** Task description **
Output all of the lines below exactly, and leave out each image.

*** Material for the task ***

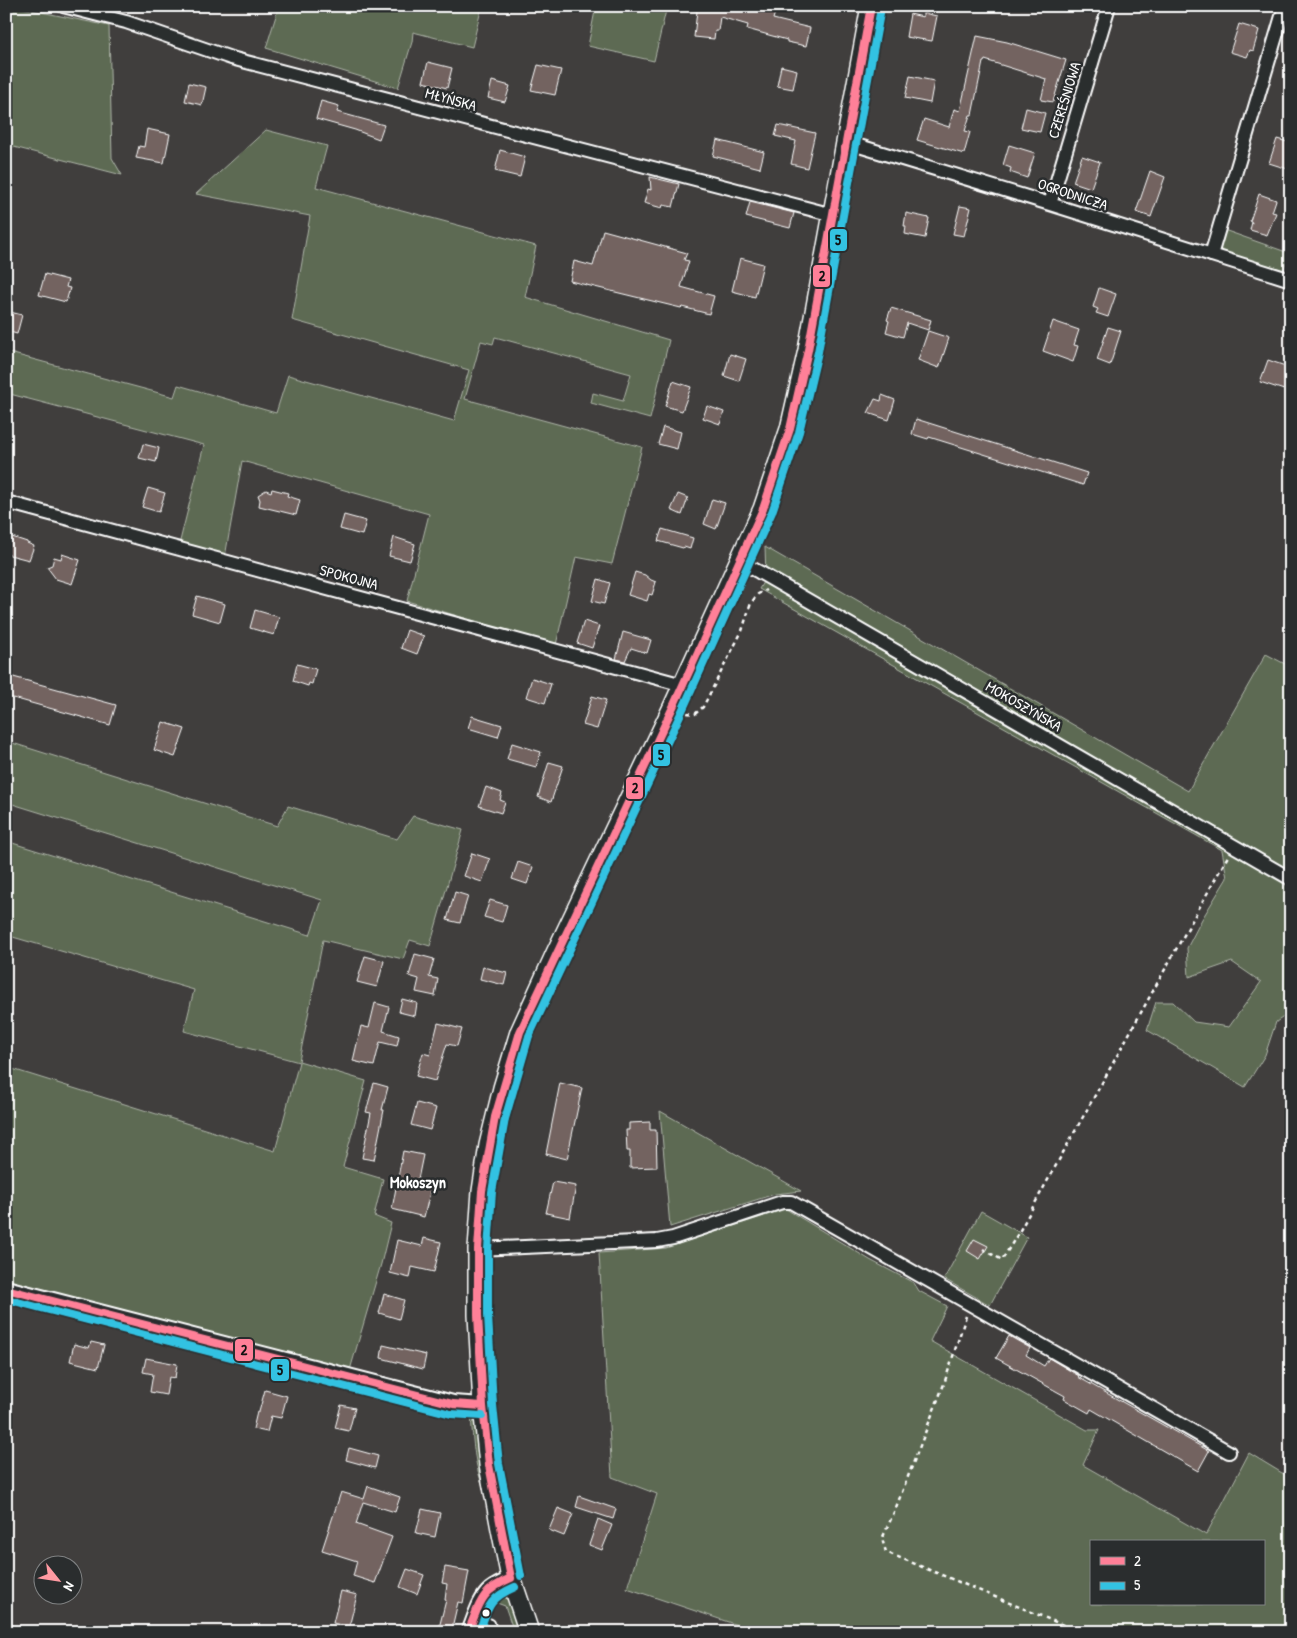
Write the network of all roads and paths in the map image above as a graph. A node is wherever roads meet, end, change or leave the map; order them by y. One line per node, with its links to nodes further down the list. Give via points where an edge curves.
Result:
1 (63, 6): 7 (street, MŁYŃSKA, via 126,22 231,58)
2 (871, 6): 5 (main road)
3 (1109, 6): 6 (street, CZEREŚNIOWA)
4 (1285, 6): 8 (street)
5 (846, 142): 6 (street, OGRODNICZA); 7 (main road)
6 (1050, 204): 8 (street, OGRODNICZA)
7 (833, 215): 11 (main road, via 790,429 763,509)
8 (1211, 255): 9 (street, OGRODNICZA)
9 (1291, 280)
10 (6, 502): 13 (street, SPOKOJNA)
11 (740, 562): 13 (main road); 15 (street, MOKOSZYŃSKA)
12 (769, 590): 14 (path, via 758,594 750,603 742,631 700,710 691,714)
13 (683, 685): 17 (main road, via 520,1032 488,1145)
14 (682, 711)
15 (1233, 846): 16 (street, MOKOSZYŃSKA); 18 (path, via 1002,1260)
16 (1291, 878)
17 (478, 1249): 20 (street, via 657,1241 790,1202); 21 (main road)
18 (983, 1249)
19 (6, 1289): 21 (street, via 453,1404)
20 (969, 1304): 22 (street); 28 (path, via 944,1384 882,1538 886,1552)
21 (483, 1406): 23 (main road, via 489,1465)
22 (1229, 1452)
23 (511, 1578): 24 (street, via 486,1593); 27 (main road)
24 (475, 1616): 25 (street); 26 (lane, via 491,1623)
25 (468, 1632)
26 (494, 1632)
27 (529, 1632)
28 (1080, 1632)

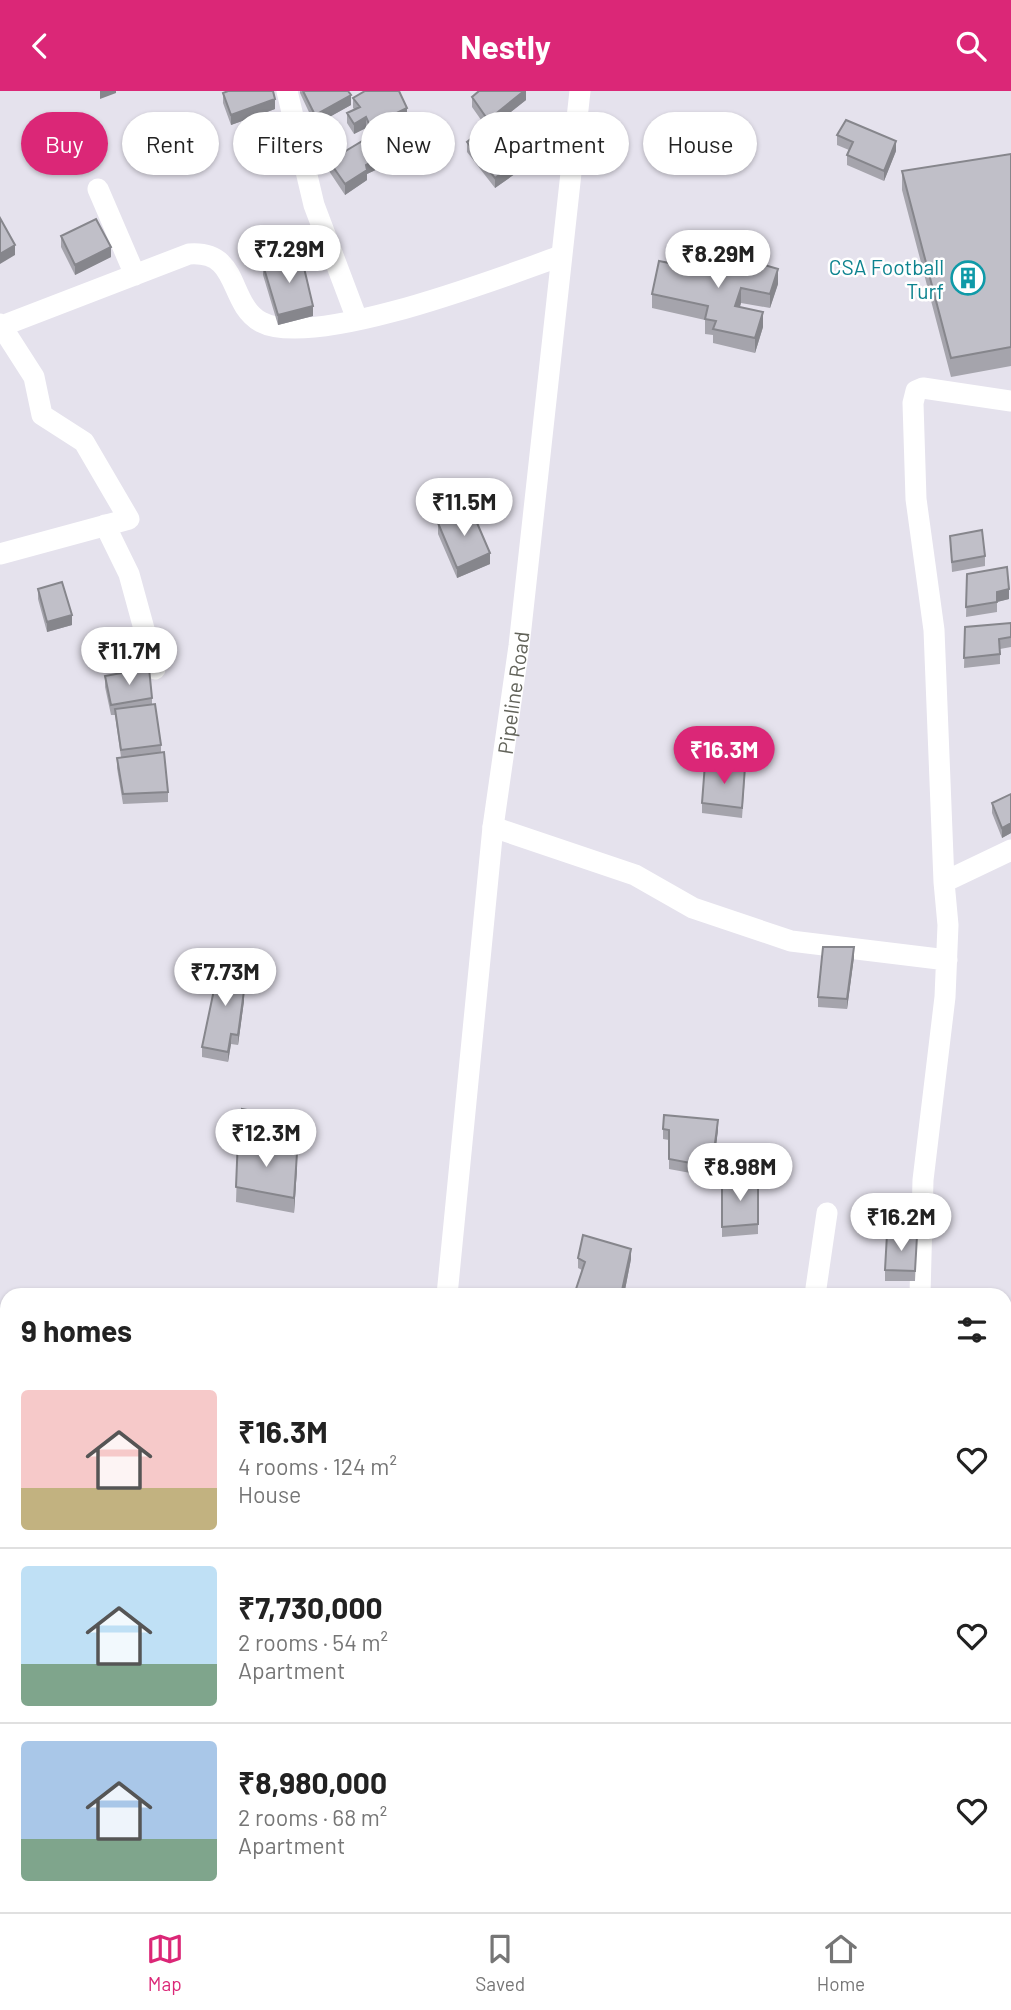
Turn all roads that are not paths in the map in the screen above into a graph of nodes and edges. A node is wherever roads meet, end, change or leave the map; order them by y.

*** End of Material for the task ***

** Written response **
Write the network of all roads and paths in the map image above as a graph. A node is wherever roads meet, end, change or leave the map; order them by y. One line per node, with its links to nodes further down the list. Give via points where an edge curves.
Result:
1 (63, 6): 7 (street, MŁYŃSKA, via 126,22 231,58)
2 (871, 6): 5 (main road)
3 (1109, 6): 6 (street, CZEREŚNIOWA)
4 (1285, 6): 8 (street)
5 (846, 142): 6 (street, OGRODNICZA); 7 (main road)
6 (1050, 204): 8 (street, OGRODNICZA)
7 (833, 215): 11 (main road, via 790,429 763,509)
8 (1211, 255): 9 (street, OGRODNICZA)
9 (1291, 280)
10 (6, 502): 13 (street, SPOKOJNA)
11 (740, 562): 13 (main road); 15 (street, MOKOSZYŃSKA)
12 (769, 590): 14 (path, via 758,594 750,603 742,631 700,710 691,714)
13 (683, 685): 17 (main road, via 520,1032 488,1145)
14 (682, 711)
15 (1233, 846): 16 (street, MOKOSZYŃSKA); 18 (path, via 1002,1260)
16 (1291, 878)
17 (478, 1249): 20 (street, via 657,1241 790,1202); 21 (main road)
18 (983, 1249)
19 (6, 1289): 21 (street, via 453,1404)
20 (969, 1304): 22 (street); 28 (path, via 944,1384 882,1538 886,1552)
21 (483, 1406): 23 (main road, via 489,1465)
22 (1229, 1452)
23 (511, 1578): 24 (street, via 486,1593); 27 (main road)
24 (475, 1616): 25 (street); 26 (lane, via 491,1623)
25 (468, 1632)
26 (494, 1632)
27 (529, 1632)
28 (1080, 1632)

Turn all roads that are not paths in the map in the screen above into a graph of nodes and edges. A node is wherever roads meet, end, change or leave the map; order them by y.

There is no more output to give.